The relative energy differences between calcite and aragonite computed with different DFT functionals are compared to the experimental values in Table 6.3. A detailed description of the reasons behind the apparent discrepancies for many of the functionals is given in Demichelis et al. (2013a) and references therein, together with a discussion of the more complex case of hydrated polymorphs and water incorporation in the solid phase. Data reported in Table 6.3 show that DFT schemes that are able to provide an accurate description of many crystal properties (e.g. B3LYP, PBE0) are not necessarily able to reproduce the thermodynamics between polymorphs that are too different in structure and density. It is also shown that the choice of more appropriate dispersion coefficients (PBE0-DC) can at least partly redress this lack of accuracy.

Table 6.3 Values of the thermodynamic functions associated with the process aragonite → calcite at 298 K (S in J K−1mol−1, the rest in kJ/mol). Vibrational contributions were not calculated for B3LYP and PBE since they are expected to be of the order of fractions of kJ/mol and therefore would not be sufficient to lead to correct values of Δ H and Δ G (Experimental values from Wolf et al. 1996 and Königsberger et al. 1999)

The full energetics of vaterite with respect to calcite will be discussed in detail in Sect. 6.3. Table 6.4 reports only the values of the electronic energy differences between calcite and one of the stable phases of vaterite (viz. Vh in the table) obtained with a subset of DFT functionals, including those that give the largest deviations from experiment in Table 6.3. The differences in electronic energy between two forms of vaterite, namely, Vh and Vm, are also reported. Due to the more similar densities of the considered polymorphs, all DFT methods are able to reproduce the right stability order with small variations in the electronic energy difference.

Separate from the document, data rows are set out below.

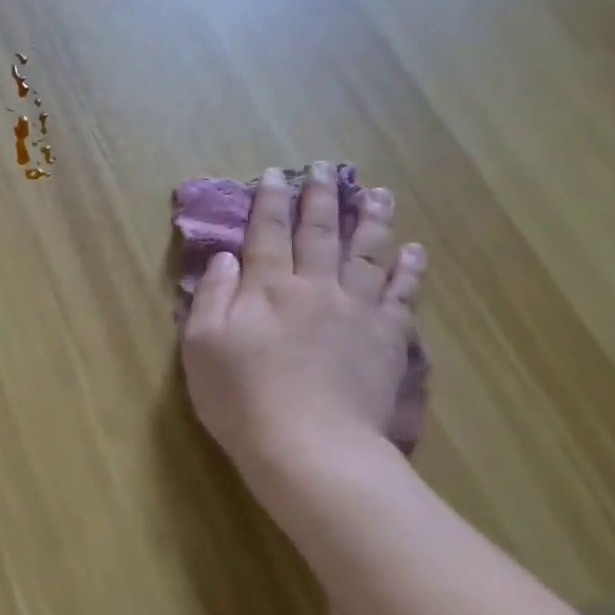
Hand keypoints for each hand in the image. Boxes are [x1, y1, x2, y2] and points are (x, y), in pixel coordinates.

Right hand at [181, 163, 425, 476]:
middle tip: (325, 167)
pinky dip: (408, 268)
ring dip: (370, 218)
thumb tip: (226, 258)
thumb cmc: (241, 398)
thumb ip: (212, 296)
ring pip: (366, 252)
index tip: (274, 173)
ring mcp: (355, 309)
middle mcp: (313, 286)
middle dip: (319, 196)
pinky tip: (414, 250)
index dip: (269, 201)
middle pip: (318, 231)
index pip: (266, 232)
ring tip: (375, 192)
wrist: (310, 447)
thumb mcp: (201, 346)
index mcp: (266, 287)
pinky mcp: (387, 337)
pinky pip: (401, 293)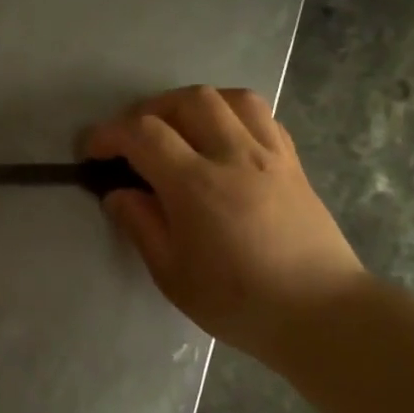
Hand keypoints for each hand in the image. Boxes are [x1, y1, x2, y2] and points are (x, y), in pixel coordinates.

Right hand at [84, 86, 365, 364]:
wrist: (322, 314)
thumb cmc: (239, 302)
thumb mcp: (172, 274)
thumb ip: (141, 225)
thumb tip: (118, 193)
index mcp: (196, 185)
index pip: (143, 134)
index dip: (108, 134)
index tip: (91, 151)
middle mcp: (234, 156)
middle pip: (187, 100)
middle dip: (149, 110)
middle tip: (133, 139)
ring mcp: (270, 155)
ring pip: (230, 98)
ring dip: (194, 103)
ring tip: (179, 128)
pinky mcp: (293, 163)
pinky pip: (262, 116)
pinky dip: (232, 114)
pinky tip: (222, 139)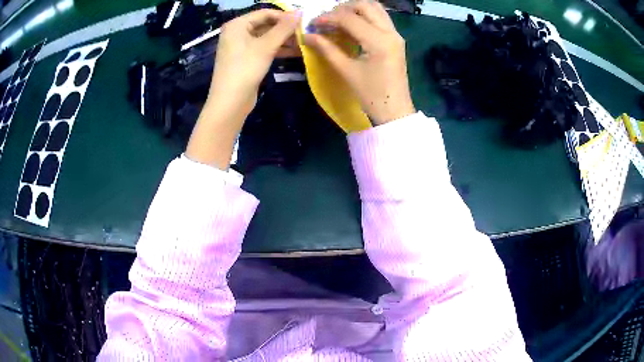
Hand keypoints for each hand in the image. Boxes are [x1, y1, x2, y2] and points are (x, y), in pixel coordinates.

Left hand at [186, 9, 299, 168]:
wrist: (230, 102)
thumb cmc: (245, 69)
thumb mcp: (266, 46)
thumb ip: (284, 27)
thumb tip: (300, 12)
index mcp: (237, 24)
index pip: (266, 13)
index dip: (285, 16)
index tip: (304, 22)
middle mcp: (237, 32)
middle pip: (266, 24)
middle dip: (286, 29)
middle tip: (307, 34)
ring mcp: (241, 46)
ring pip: (267, 37)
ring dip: (285, 40)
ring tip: (305, 43)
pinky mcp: (246, 59)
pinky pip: (264, 49)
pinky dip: (278, 49)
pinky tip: (296, 52)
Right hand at [304, 0, 414, 125]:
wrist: (395, 110)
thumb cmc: (371, 95)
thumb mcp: (346, 71)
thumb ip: (327, 49)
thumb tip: (307, 35)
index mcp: (379, 41)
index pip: (350, 18)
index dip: (328, 18)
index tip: (313, 24)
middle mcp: (390, 32)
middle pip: (366, 5)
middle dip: (343, 8)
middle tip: (327, 19)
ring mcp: (395, 35)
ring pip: (375, 8)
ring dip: (355, 9)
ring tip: (337, 20)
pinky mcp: (396, 39)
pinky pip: (380, 18)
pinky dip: (364, 16)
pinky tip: (351, 26)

Table 6.4 Differences in electronic energy [kJ/mol per fu] between hexagonal vaterite (Vh, P3221) and calcite (C) and between hexagonal and monoclinic vaterite (Vm, C2). For the different structures of vaterite, see Sect. 6.3

6.2.3.3 Vibrational Spectroscopy

Raman and IR spectra of calcite, aragonite and related phases have been extensively investigated from both a computational and an experimental point of view (e.g. Donoghue et al. 1971, Frech et al. 1980, Gillet et al. 1996, Alía et al. 1997, Prencipe et al. 2004, Valenzano et al. 20062007, Wehrmeister et al. 20112010, Carteret et al. 2013, De La Pierre et al. 2014a,b). The method that we are applying here is the same as the one adopted in many of the aforementioned publications (see, e.g. De La Pierre et al. 2014a,b), with a demonstrated ability to provide accurate predictions of both vibrational frequencies and intensities. Here we simply highlight that the accuracy in computing vibrational properties is important for three main reasons. Firstly, a predictive method, like the one we apply here, can be successfully used to investigate phases whose properties and structure are still a matter of debate. Secondly, as mentioned above, many thermodynamic functions can be obtained via computing the vibrational frequencies of the system; the more accurate the vibrational frequencies, the more accurate the quantities that depend on them. Thirdly, since computed vibrational frequencies contain information about the topography of the PES, they allow us to discriminate between stable structures and transition states. Crucially, the third of these points has been used to investigate the crystallography of vaterite and provide a model for its complex structure.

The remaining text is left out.